2007 – The work of the Supreme Council of Serbia is reestablished, with D.Đ. as the Grand Commander selected. Within a number of Serbian Fee-Masonic schisms, the Grand Masonic Lodge of Serbia (GMLS) was established, consisting of three Lodges, whose members stepped out from GULS. This Freemasonic organization (which mostly consists of former members GNLS), exists nowadays. At 2007, the female Freemasonic Lodge “Vera Fides” was established, under the protection of GLFdF (United Female Grand Lodge of France). Part of the GULS membership and 15 members of RGLS, at November 2007 established “Regular Grand Lodge of Serbia, Belgrade” (RGLS, B), under the direction of Čedomir Vukić, which leads it up to the present the litigation versus RGLS.
2008 – Around 80 members of GNLS, led by B.Ž, established the Regular Grand Lodge of the High Masonic Council of Serbia, which stopped working a few years later.

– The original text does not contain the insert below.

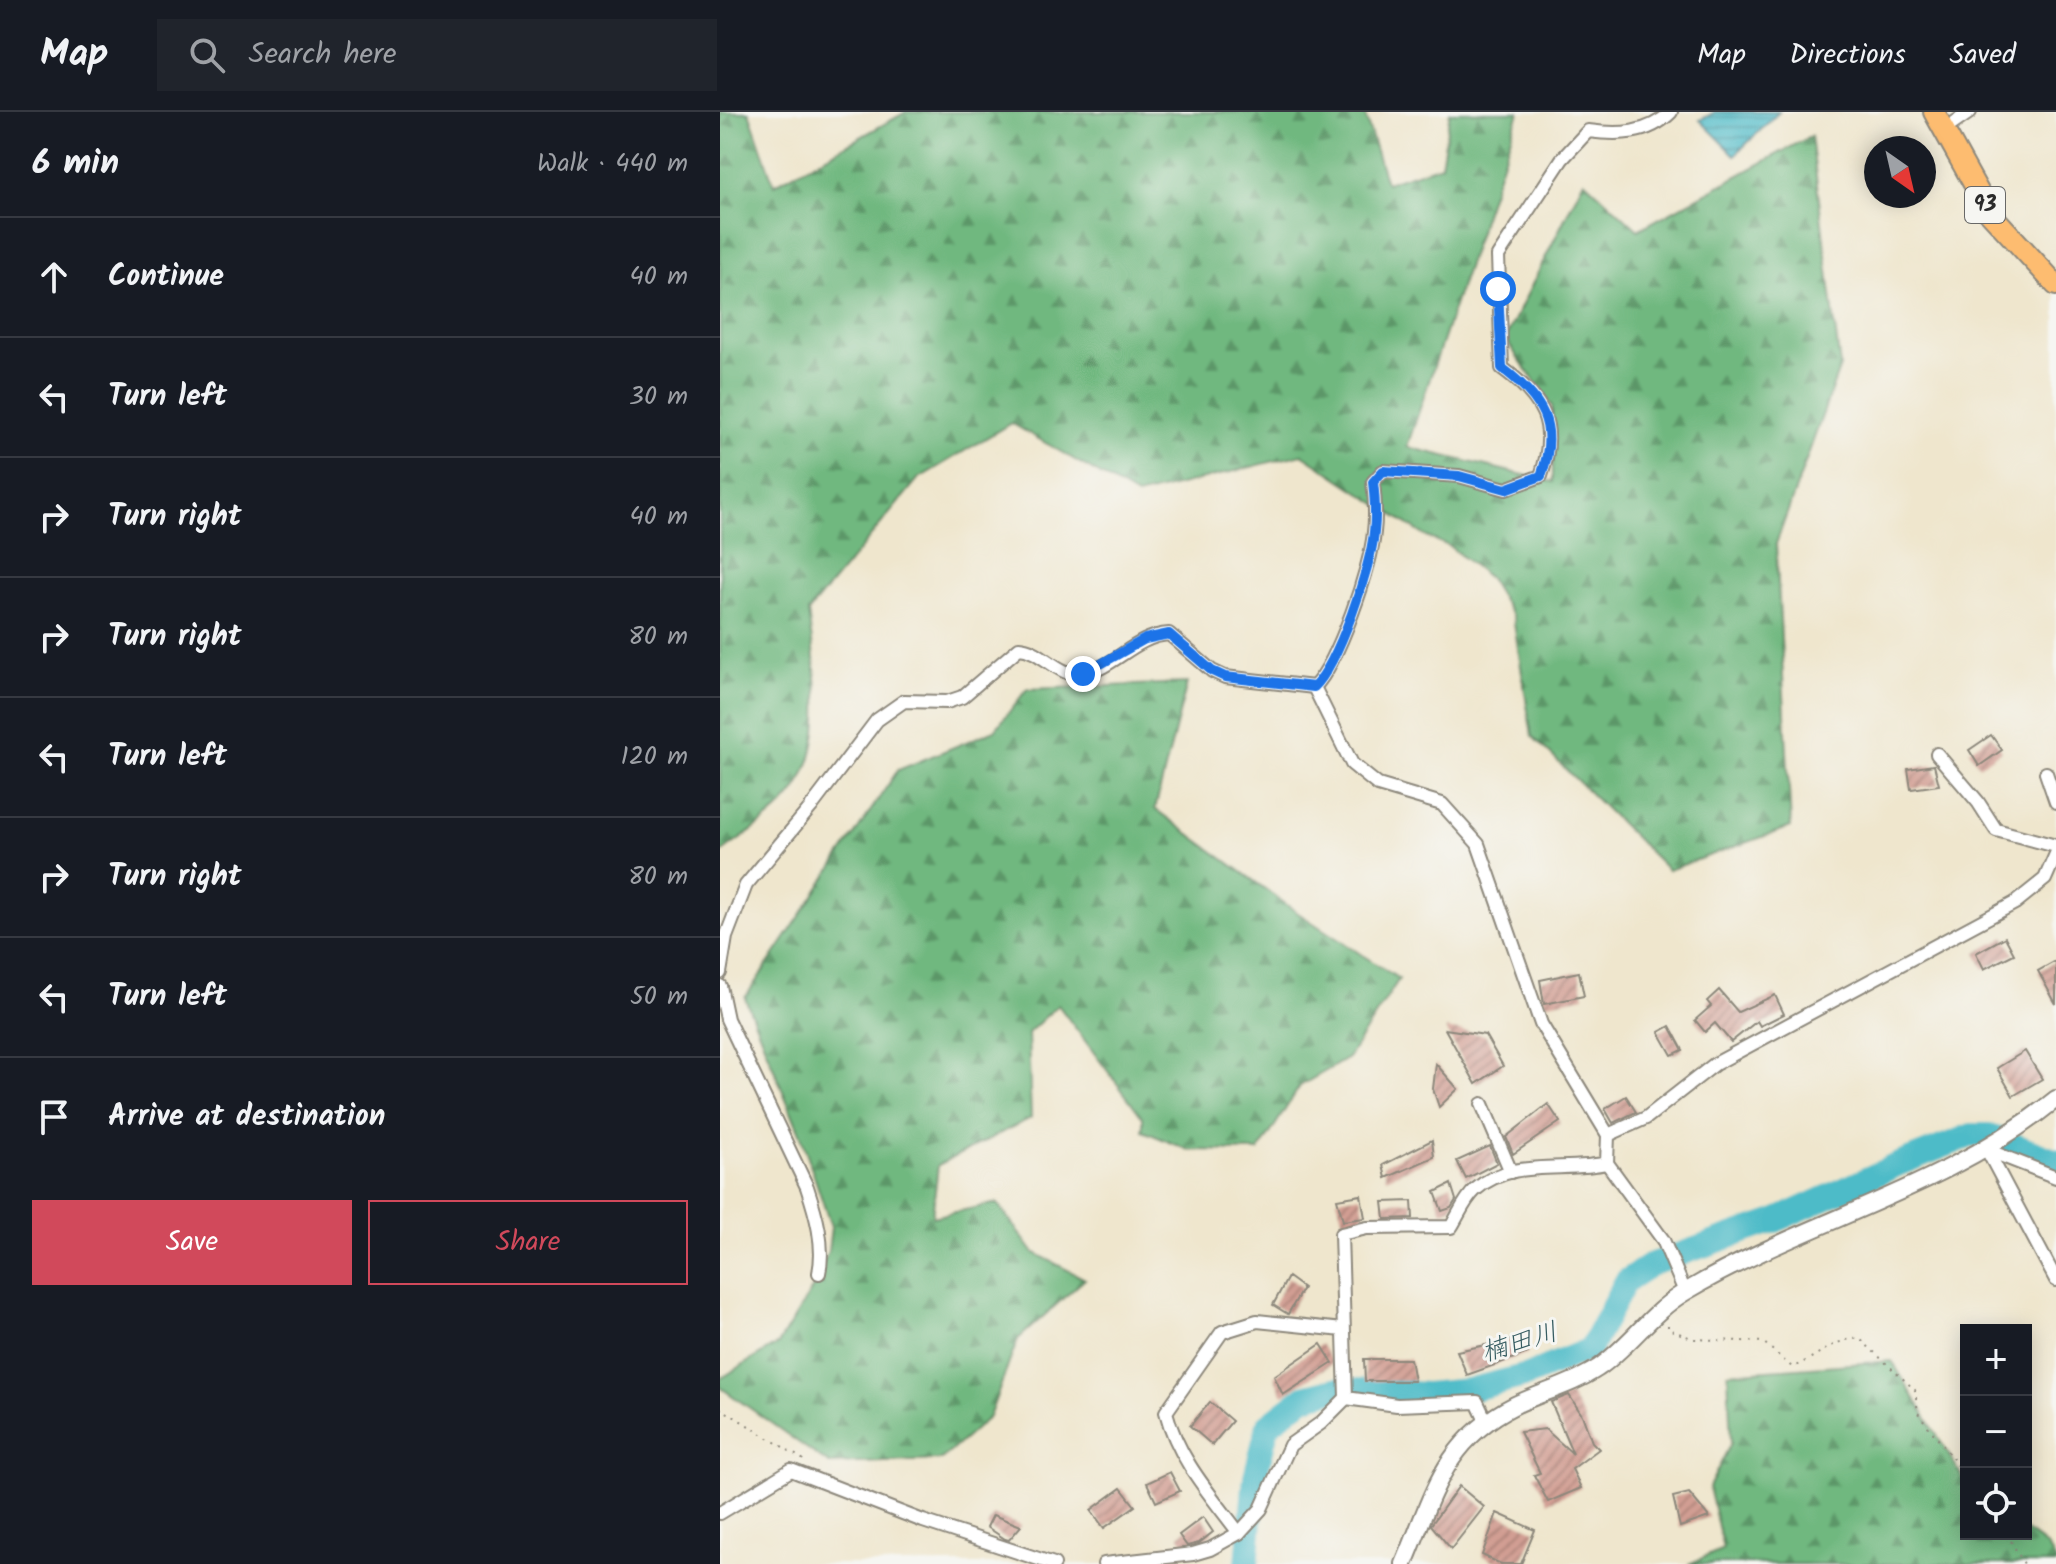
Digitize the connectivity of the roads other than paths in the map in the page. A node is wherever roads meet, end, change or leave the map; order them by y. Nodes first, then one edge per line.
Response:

2009 – Several Lodges, led by N.B, stepped out from GNLS and placed under the protection of GOF. At June 2nd, the Lodge “Misir” was established, practicing Ancient and Original Rite of Memphis and Mizraim. In the same year, the 1st mixed Freemasonry (male-female) Lodge was established. The name of that Lodge is “Singidunum Istok 1899” (“Singidunum East 1899”), and it works under the protection of the French “Le Droit Humain” (Human Rights).
2011 – By stepping out from RGLS, B, part of the membership of RGLS, B established the Grand State Lodge of Serbia (GSLS) in Belgrade.
2012 – Part of the membership of GMLS, under the leadership of B.B, established the Traditional Grand Masonic Lodge of Serbia (TGMLS) in Belgrade. GLUDE held its annual meeting in Belgrade, attended by representatives from about 15 countries.
2014 – The 2nd female Lodge under the protection of GLFdF was established, under the name “Danica”.
2015 – Six Lodges and Brothers from other Lodges of GNLS, have decided to place themselves under the direct protection of the Supreme Council of Serbia. Soon, they founded the Grand Lodge of Serbia (GLS). The Grand Female Lodge of Serbia (GFLS) was established in Belgrade. The Alliance of United Grand Lodges of Serbia (AUGLS) was established, whose founders and members are from UGLS and RGLS-B.